#### Task prompt
Use the entries below and reproduce exactly the lines from the one containing "Which roads connect" down to the one containing "Extract the road", both of them included.

#### Source material
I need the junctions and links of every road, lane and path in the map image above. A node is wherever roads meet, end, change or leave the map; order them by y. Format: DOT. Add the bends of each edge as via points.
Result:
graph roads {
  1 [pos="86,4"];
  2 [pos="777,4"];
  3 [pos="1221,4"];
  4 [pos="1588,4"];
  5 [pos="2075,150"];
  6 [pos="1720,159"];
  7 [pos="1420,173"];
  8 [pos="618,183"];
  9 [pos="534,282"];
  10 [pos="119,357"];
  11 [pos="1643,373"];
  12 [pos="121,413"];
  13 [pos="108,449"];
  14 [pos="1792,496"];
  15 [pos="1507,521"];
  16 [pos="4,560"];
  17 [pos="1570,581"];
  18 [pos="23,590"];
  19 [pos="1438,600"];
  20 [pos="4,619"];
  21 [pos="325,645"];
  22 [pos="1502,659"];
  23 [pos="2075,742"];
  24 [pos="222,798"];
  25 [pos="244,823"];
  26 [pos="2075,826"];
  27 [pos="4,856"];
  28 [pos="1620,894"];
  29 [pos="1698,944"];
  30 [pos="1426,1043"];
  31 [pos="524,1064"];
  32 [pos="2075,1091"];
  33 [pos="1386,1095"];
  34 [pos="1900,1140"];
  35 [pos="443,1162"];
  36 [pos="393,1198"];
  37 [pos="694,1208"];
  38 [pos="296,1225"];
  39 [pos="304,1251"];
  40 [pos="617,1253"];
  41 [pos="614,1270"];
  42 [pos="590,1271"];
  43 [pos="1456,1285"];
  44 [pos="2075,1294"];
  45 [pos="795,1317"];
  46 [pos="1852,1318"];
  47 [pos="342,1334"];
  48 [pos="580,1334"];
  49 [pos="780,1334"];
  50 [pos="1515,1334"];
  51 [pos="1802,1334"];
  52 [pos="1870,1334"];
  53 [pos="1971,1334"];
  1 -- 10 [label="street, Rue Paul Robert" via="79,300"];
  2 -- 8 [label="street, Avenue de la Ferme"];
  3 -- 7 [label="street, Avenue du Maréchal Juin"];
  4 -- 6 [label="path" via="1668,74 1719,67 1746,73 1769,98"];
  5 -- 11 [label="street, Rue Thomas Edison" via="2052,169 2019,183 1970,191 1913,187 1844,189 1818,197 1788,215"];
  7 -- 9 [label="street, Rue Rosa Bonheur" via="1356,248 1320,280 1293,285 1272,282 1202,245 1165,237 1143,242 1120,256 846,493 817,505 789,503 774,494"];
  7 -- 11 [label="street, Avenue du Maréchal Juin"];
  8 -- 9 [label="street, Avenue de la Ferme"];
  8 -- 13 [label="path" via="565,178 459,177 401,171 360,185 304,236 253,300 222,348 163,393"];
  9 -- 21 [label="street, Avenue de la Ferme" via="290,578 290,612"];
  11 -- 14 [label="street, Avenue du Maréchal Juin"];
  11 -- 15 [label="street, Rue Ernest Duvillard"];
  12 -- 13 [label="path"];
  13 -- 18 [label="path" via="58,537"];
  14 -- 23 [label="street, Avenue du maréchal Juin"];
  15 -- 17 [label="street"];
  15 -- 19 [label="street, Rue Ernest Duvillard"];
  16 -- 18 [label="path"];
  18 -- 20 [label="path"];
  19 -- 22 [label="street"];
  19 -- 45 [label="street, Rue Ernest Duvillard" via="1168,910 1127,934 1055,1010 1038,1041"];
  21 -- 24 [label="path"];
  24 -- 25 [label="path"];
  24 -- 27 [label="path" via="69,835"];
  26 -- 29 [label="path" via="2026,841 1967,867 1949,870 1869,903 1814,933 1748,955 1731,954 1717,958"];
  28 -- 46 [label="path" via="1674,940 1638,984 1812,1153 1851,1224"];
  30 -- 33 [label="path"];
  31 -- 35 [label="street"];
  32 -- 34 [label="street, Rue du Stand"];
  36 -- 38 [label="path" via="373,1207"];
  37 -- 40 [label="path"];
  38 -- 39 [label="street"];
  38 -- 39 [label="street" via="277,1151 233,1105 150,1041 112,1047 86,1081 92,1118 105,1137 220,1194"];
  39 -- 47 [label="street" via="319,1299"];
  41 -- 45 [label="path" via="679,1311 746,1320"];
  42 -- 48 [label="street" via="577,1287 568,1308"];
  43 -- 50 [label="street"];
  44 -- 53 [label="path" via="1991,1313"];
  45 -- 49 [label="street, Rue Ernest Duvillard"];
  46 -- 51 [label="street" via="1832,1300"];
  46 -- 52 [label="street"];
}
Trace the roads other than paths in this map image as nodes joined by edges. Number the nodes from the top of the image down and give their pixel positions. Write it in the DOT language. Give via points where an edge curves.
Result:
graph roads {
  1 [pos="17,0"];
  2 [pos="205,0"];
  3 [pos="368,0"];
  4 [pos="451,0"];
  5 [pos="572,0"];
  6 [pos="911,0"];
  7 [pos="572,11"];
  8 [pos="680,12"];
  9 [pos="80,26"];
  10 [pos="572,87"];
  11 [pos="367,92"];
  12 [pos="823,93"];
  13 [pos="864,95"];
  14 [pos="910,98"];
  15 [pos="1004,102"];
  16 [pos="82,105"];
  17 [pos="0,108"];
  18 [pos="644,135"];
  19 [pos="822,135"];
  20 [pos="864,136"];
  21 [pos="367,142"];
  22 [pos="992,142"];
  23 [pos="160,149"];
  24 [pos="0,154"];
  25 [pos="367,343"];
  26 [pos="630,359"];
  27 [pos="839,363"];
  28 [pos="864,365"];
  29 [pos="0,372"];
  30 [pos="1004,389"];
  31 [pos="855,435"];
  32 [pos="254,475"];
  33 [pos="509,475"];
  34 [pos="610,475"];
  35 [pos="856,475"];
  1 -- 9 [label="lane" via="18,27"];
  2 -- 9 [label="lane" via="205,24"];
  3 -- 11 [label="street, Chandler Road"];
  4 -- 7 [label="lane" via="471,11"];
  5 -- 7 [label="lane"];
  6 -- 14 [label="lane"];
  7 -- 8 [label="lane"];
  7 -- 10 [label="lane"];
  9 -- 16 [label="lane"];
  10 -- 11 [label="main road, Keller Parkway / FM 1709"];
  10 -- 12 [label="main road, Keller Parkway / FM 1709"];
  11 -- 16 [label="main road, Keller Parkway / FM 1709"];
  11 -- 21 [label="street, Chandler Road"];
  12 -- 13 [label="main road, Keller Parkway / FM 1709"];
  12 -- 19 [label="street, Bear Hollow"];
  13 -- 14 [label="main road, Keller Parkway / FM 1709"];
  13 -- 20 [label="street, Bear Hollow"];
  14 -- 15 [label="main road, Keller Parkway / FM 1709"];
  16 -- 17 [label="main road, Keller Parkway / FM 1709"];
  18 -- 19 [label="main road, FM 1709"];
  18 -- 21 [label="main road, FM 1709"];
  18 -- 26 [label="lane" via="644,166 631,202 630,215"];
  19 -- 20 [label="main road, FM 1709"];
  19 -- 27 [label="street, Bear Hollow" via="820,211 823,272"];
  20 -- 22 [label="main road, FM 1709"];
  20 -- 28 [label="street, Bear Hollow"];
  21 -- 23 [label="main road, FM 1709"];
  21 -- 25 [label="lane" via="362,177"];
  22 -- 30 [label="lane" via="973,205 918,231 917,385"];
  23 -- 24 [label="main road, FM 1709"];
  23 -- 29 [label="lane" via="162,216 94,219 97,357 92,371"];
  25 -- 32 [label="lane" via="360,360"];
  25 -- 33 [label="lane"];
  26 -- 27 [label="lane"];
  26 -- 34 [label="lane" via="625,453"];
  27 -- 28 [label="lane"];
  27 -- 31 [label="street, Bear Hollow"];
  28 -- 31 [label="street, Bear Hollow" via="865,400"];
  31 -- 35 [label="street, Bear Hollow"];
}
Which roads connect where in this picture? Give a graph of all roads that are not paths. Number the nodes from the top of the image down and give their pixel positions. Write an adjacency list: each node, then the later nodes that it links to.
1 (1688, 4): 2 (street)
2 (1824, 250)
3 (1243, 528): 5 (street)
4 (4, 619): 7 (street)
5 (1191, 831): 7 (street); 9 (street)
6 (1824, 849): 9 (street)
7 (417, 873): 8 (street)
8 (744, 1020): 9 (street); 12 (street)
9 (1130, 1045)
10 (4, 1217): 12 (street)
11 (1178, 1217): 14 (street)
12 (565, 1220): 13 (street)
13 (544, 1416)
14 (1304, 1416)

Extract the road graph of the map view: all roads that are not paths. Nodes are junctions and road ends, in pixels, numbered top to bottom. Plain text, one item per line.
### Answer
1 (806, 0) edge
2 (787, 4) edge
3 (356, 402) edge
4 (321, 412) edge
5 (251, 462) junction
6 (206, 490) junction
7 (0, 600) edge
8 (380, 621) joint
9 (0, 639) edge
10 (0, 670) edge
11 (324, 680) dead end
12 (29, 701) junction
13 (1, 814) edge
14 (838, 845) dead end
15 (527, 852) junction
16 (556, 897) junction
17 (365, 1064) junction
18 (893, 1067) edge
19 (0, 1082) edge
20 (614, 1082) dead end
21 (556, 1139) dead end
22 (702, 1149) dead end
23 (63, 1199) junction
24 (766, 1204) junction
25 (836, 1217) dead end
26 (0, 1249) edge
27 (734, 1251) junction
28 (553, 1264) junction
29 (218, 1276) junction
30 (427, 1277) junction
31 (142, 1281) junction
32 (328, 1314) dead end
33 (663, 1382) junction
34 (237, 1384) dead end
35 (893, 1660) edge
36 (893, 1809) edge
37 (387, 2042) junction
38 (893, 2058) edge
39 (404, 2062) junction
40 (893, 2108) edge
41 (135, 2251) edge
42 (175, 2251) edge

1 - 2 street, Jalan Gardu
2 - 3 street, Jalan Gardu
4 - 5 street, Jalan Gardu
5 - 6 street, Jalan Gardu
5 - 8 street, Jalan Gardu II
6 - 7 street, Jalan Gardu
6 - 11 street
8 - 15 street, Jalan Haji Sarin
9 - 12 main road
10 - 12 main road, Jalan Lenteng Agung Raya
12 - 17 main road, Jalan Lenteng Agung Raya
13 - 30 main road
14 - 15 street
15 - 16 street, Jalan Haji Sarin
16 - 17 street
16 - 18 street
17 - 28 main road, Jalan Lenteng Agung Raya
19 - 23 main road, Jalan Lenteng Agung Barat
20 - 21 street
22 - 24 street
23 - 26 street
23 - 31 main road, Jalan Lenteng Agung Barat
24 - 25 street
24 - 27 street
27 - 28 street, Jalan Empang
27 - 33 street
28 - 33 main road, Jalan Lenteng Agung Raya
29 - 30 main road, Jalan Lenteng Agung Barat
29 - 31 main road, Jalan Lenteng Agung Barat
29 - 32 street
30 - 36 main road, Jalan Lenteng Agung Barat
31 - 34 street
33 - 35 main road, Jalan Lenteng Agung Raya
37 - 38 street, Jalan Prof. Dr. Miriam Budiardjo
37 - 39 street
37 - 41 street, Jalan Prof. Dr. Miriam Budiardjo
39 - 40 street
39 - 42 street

#### Response to this exercise
Which roads connect where in this picture? Give a graph of all roads that are not paths. Number the nodes from the top of the image down and give their pixel positions. Write an adjacency list: each node, then the later nodes that it links to.
1 (1688, 4): 2 (street)
2 (1824, 250)
3 (1243, 528): 5 (street)
4 (4, 619): 7 (street)
5 (1191, 831): 7 (street); 9 (street)
6 (1824, 849): 9 (street)
7 (417, 873): 8 (street)
8 (744, 1020): 9 (street); 12 (street)
9 (1130, 1045)
10 (4, 1217): 12 (street)
11 (1178, 1217): 14 (street)
12 (565, 1220): 13 (street)
13 (544, 1416)
14 (1304, 1416)

Extract the road graph of the map view: all roads that are not paths. Nodes are junctions and road ends, in pixels, numbered top to bottom. Plain text, one item per line.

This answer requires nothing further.